▶

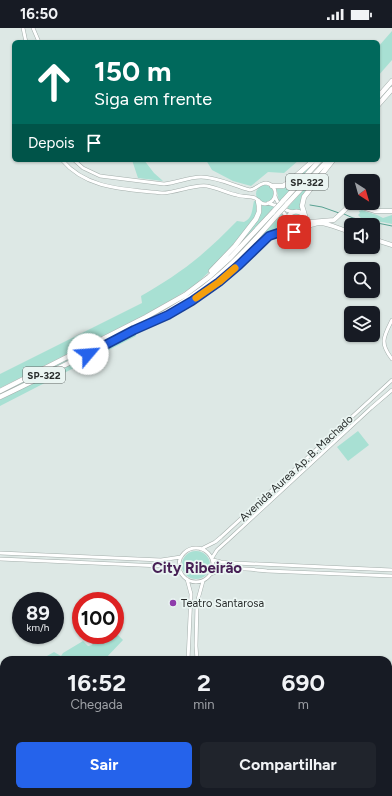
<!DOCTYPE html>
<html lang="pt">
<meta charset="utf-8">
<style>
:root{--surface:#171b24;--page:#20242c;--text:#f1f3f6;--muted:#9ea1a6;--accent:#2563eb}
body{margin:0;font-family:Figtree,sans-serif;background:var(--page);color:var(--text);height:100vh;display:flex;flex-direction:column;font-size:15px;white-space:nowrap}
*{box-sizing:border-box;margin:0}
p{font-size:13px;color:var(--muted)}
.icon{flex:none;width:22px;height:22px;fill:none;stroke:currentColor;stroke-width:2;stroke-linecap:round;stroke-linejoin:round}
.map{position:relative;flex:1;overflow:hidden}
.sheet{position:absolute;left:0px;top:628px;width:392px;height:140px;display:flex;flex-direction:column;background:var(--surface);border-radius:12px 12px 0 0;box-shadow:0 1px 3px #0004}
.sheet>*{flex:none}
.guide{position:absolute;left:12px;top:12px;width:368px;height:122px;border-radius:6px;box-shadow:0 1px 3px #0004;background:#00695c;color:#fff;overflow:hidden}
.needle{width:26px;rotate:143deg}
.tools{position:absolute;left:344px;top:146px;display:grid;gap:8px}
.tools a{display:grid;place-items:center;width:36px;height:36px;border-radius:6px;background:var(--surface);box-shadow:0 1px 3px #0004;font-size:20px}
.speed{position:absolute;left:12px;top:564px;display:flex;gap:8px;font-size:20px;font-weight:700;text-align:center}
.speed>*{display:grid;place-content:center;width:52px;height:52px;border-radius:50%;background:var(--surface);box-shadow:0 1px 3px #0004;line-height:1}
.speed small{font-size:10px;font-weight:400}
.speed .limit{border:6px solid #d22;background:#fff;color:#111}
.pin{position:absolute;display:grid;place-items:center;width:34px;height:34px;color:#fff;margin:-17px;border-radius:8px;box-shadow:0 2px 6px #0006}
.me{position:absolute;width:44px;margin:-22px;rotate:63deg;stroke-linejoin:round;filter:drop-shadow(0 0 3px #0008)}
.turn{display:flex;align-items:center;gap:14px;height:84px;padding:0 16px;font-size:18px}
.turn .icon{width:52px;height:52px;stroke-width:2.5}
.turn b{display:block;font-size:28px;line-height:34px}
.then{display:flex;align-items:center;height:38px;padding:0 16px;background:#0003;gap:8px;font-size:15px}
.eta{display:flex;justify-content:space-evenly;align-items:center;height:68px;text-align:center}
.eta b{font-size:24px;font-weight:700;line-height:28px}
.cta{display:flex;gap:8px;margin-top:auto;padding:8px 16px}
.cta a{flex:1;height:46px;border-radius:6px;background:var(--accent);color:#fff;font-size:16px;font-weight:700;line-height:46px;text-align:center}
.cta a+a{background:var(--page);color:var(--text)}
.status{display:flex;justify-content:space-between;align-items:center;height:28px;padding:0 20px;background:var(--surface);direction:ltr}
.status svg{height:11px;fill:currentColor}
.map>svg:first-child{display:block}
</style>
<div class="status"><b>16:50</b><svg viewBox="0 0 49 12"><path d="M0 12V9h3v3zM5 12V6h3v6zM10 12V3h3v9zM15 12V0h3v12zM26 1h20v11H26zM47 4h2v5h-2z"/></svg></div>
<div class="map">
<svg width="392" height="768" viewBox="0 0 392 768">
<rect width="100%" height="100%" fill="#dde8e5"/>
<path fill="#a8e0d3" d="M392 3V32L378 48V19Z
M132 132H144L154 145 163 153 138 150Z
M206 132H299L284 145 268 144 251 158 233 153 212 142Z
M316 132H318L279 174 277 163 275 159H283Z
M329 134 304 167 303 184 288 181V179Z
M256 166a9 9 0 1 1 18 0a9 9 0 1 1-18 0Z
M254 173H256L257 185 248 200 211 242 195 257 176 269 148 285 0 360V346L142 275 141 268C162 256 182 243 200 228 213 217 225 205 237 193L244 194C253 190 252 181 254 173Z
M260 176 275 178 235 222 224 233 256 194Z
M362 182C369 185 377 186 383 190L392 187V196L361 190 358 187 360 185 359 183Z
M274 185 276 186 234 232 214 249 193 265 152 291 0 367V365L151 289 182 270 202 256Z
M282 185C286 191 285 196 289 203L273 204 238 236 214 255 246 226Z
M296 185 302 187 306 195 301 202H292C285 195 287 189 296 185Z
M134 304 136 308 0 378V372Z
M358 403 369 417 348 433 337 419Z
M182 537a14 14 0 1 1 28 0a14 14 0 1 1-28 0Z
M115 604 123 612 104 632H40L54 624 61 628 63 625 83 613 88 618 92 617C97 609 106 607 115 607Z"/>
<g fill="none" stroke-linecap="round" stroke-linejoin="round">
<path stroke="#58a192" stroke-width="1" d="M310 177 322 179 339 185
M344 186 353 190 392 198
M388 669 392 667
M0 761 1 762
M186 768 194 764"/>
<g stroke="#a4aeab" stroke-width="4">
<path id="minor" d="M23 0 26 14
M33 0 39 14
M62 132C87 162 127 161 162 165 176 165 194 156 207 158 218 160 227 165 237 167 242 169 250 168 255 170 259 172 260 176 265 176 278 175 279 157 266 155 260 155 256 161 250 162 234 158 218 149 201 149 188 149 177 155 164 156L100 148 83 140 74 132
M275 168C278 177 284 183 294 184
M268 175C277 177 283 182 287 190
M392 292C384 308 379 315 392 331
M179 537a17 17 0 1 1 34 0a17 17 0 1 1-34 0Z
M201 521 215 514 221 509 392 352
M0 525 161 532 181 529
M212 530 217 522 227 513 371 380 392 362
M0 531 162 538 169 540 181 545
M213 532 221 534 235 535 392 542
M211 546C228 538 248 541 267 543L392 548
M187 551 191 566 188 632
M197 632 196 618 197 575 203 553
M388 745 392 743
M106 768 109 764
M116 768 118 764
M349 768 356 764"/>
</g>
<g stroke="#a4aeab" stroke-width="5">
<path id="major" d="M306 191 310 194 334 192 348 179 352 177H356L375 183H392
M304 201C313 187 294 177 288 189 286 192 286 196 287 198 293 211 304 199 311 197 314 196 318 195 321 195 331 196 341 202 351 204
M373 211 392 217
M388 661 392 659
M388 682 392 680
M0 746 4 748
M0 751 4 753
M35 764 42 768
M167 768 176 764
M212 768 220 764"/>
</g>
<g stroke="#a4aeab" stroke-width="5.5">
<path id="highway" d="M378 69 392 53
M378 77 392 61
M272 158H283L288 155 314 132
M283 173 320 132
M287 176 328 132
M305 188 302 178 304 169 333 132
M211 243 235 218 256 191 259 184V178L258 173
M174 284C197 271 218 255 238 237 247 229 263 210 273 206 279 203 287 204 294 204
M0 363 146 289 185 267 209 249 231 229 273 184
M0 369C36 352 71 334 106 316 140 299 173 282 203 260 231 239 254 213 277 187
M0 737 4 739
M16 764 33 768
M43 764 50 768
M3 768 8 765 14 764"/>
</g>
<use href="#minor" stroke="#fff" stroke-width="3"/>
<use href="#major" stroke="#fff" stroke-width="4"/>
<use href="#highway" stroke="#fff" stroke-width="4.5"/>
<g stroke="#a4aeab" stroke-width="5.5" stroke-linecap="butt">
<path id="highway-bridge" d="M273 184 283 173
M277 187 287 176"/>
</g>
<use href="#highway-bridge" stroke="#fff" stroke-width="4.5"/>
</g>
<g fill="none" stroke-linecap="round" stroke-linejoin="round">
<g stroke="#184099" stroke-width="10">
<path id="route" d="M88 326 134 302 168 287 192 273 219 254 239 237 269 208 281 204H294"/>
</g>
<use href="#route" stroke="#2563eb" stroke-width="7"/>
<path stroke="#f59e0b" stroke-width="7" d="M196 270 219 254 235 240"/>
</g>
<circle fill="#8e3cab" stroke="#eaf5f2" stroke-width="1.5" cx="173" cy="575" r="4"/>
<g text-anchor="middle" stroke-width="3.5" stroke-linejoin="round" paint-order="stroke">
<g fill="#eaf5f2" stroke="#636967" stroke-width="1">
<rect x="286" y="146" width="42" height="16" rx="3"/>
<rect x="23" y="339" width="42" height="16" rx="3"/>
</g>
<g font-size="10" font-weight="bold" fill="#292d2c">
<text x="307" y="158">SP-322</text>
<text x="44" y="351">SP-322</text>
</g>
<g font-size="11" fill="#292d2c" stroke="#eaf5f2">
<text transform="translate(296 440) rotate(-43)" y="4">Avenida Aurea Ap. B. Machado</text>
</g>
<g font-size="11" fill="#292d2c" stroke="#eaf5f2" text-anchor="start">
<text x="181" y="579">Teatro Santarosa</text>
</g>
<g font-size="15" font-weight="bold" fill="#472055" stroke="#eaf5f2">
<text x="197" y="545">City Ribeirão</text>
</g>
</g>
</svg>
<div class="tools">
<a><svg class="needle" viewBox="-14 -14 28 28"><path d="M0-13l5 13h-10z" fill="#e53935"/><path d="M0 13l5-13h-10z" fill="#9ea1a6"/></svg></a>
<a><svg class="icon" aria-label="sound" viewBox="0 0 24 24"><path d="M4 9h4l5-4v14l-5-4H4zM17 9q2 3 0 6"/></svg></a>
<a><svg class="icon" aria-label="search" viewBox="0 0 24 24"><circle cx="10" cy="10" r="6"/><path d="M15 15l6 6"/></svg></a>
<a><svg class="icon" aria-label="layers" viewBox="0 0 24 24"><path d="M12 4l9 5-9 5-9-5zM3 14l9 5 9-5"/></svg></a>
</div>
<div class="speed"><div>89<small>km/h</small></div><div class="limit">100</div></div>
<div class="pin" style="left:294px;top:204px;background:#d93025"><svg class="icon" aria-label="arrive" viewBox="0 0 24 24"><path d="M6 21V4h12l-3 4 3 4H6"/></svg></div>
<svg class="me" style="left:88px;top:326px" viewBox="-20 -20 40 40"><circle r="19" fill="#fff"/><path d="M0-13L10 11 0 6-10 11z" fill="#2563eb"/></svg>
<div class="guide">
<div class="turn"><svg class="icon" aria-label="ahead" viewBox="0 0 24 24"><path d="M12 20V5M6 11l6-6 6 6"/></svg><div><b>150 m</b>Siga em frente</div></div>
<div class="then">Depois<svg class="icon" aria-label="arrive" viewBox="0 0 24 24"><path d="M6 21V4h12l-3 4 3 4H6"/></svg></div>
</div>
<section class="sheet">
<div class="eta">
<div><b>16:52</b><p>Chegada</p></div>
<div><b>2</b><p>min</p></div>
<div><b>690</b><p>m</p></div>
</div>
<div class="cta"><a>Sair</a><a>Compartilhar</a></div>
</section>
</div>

◀
▶

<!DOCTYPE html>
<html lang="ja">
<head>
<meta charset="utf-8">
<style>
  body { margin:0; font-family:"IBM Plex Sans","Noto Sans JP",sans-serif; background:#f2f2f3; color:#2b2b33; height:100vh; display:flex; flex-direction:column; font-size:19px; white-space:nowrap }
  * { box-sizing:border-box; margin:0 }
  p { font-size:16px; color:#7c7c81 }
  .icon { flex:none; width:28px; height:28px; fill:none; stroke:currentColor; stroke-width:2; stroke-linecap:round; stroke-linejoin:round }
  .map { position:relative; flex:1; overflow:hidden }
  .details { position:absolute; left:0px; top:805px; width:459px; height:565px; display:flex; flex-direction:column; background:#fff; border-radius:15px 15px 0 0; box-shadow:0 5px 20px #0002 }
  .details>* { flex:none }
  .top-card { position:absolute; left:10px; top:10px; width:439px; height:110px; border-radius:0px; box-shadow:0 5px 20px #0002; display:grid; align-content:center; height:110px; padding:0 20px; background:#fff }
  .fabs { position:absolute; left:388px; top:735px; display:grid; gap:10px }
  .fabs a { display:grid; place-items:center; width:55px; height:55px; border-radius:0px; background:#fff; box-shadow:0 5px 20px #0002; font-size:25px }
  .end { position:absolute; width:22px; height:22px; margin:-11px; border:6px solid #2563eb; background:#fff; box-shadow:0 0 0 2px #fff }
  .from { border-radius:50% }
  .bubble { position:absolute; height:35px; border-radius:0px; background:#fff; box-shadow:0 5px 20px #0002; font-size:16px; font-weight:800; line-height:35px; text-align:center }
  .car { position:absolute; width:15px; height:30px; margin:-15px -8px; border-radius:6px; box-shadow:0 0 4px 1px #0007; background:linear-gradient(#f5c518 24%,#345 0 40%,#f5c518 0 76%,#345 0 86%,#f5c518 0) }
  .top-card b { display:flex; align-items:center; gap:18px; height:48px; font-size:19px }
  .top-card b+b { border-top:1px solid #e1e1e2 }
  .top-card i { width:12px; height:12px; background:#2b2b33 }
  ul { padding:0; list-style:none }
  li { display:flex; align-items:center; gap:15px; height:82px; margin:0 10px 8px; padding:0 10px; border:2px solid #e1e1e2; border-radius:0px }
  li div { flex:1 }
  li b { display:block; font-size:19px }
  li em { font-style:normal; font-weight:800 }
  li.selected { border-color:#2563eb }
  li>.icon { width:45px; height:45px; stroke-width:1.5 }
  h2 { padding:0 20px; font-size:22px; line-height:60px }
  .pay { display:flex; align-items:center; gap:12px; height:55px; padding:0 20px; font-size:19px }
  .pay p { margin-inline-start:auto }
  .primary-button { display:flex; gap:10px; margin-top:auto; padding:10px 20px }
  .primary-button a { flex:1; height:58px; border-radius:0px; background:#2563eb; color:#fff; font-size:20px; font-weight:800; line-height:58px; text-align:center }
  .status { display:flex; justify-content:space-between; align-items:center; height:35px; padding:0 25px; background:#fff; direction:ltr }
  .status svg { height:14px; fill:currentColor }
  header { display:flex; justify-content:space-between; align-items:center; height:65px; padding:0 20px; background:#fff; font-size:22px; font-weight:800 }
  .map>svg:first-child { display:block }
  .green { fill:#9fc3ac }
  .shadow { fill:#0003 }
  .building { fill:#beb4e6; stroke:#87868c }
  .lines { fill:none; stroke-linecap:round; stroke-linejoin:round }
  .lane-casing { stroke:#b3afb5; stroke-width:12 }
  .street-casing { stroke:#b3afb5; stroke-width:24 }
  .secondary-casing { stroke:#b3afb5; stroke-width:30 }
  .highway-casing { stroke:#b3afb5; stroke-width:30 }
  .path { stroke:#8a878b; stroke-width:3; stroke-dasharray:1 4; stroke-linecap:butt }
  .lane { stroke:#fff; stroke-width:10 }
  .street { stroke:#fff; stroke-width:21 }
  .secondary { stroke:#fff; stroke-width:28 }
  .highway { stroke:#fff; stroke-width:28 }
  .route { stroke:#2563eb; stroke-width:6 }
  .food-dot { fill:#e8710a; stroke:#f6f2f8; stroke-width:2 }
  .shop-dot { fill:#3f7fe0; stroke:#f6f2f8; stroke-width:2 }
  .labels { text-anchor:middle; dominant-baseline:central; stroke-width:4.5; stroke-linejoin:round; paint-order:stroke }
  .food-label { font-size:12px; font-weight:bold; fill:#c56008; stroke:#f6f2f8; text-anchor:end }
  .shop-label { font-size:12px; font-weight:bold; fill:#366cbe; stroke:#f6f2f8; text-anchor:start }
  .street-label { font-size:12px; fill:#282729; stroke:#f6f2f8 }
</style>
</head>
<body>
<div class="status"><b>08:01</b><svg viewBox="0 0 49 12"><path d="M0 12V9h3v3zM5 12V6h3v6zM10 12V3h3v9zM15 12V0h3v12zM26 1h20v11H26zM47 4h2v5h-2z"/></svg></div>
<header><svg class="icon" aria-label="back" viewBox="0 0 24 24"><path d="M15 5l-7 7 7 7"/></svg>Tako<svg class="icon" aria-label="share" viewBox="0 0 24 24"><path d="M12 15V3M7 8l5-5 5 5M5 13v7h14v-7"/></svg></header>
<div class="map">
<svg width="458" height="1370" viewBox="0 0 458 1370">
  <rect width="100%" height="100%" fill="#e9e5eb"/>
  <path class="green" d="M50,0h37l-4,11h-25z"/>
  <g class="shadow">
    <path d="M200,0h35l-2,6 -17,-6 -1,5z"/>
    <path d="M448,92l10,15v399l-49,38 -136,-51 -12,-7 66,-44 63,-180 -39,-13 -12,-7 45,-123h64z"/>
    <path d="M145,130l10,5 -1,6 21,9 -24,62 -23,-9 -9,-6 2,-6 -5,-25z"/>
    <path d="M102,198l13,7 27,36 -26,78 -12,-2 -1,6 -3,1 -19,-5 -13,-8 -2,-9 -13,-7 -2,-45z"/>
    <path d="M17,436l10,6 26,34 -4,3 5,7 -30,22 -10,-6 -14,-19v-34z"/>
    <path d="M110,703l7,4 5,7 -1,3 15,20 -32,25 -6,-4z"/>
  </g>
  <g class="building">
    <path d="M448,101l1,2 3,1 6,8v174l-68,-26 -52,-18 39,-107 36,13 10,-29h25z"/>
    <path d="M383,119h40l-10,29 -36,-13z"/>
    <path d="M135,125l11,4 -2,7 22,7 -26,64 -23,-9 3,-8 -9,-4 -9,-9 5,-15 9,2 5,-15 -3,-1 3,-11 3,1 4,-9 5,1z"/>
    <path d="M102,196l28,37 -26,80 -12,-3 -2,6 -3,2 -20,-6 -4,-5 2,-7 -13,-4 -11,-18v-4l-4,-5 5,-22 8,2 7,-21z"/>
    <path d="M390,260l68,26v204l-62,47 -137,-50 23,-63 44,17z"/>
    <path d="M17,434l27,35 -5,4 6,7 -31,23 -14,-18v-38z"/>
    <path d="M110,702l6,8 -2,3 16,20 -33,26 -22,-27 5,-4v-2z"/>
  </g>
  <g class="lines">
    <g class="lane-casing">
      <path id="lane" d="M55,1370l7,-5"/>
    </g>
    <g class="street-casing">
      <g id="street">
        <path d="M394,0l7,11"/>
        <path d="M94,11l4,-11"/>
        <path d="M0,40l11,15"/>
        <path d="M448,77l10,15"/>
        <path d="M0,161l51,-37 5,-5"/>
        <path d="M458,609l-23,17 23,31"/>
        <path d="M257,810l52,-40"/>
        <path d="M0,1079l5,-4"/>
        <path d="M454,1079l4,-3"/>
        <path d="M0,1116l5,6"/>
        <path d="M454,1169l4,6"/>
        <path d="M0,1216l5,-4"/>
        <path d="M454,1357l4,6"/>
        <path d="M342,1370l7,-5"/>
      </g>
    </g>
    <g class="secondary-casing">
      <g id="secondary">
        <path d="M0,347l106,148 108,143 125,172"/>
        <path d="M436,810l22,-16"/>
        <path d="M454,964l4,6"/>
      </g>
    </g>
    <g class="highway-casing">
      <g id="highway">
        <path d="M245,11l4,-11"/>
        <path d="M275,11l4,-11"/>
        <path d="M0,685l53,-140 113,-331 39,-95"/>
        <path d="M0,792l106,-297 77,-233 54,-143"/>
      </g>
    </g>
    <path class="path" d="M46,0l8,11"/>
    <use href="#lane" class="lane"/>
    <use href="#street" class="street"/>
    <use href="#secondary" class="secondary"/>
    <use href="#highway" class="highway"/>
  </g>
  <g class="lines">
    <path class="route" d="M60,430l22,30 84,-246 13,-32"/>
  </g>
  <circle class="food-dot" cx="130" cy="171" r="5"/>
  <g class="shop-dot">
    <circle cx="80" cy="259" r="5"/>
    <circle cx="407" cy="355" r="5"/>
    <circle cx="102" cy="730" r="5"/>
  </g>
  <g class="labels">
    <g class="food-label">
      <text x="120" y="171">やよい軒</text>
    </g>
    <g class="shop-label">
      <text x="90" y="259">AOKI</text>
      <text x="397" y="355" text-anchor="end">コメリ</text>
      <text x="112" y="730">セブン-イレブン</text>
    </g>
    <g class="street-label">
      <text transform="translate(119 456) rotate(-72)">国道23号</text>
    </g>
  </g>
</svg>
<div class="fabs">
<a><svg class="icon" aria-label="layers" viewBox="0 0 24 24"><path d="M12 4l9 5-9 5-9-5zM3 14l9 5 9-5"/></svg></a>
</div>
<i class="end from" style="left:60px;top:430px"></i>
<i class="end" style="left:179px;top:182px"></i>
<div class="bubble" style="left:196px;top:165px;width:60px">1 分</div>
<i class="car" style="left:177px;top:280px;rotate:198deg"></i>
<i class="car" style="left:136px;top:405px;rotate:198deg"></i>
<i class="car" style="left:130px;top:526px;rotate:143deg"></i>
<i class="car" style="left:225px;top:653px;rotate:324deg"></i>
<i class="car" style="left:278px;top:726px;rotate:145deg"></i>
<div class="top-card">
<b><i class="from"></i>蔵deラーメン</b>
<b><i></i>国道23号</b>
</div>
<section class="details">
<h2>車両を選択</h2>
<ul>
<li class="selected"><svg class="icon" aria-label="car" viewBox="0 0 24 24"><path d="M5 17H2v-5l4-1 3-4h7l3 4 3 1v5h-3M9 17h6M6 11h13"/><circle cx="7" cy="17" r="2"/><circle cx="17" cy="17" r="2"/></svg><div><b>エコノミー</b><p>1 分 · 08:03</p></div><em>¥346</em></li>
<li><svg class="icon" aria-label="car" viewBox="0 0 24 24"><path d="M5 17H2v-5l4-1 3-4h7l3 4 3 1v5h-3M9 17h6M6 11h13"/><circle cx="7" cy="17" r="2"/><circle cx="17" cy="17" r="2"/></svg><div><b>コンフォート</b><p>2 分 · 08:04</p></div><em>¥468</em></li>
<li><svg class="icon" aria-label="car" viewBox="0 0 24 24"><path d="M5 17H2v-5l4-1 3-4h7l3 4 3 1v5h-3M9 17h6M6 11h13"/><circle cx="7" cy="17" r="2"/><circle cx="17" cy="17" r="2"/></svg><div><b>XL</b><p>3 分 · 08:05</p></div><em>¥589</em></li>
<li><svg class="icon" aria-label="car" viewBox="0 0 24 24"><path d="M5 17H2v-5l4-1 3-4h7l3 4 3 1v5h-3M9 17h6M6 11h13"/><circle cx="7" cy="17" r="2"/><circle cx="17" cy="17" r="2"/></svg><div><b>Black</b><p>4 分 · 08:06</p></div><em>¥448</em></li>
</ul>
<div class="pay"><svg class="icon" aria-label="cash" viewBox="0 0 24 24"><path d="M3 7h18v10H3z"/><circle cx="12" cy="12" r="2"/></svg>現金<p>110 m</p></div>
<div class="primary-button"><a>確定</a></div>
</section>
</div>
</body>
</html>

◀

### How to complete this task
Copy every line from the entries that contains the word "overflow".

### Your response
.map{position:relative;flex:1;overflow:hidden}
.guide{position:absolute;left:12px;top:12px;width:368px;height:122px;border-radius:6px;box-shadow:0 1px 3px #0004;background:#00695c;color:#fff;overflow:hidden}
  .map { position:relative; flex:1; overflow:hidden }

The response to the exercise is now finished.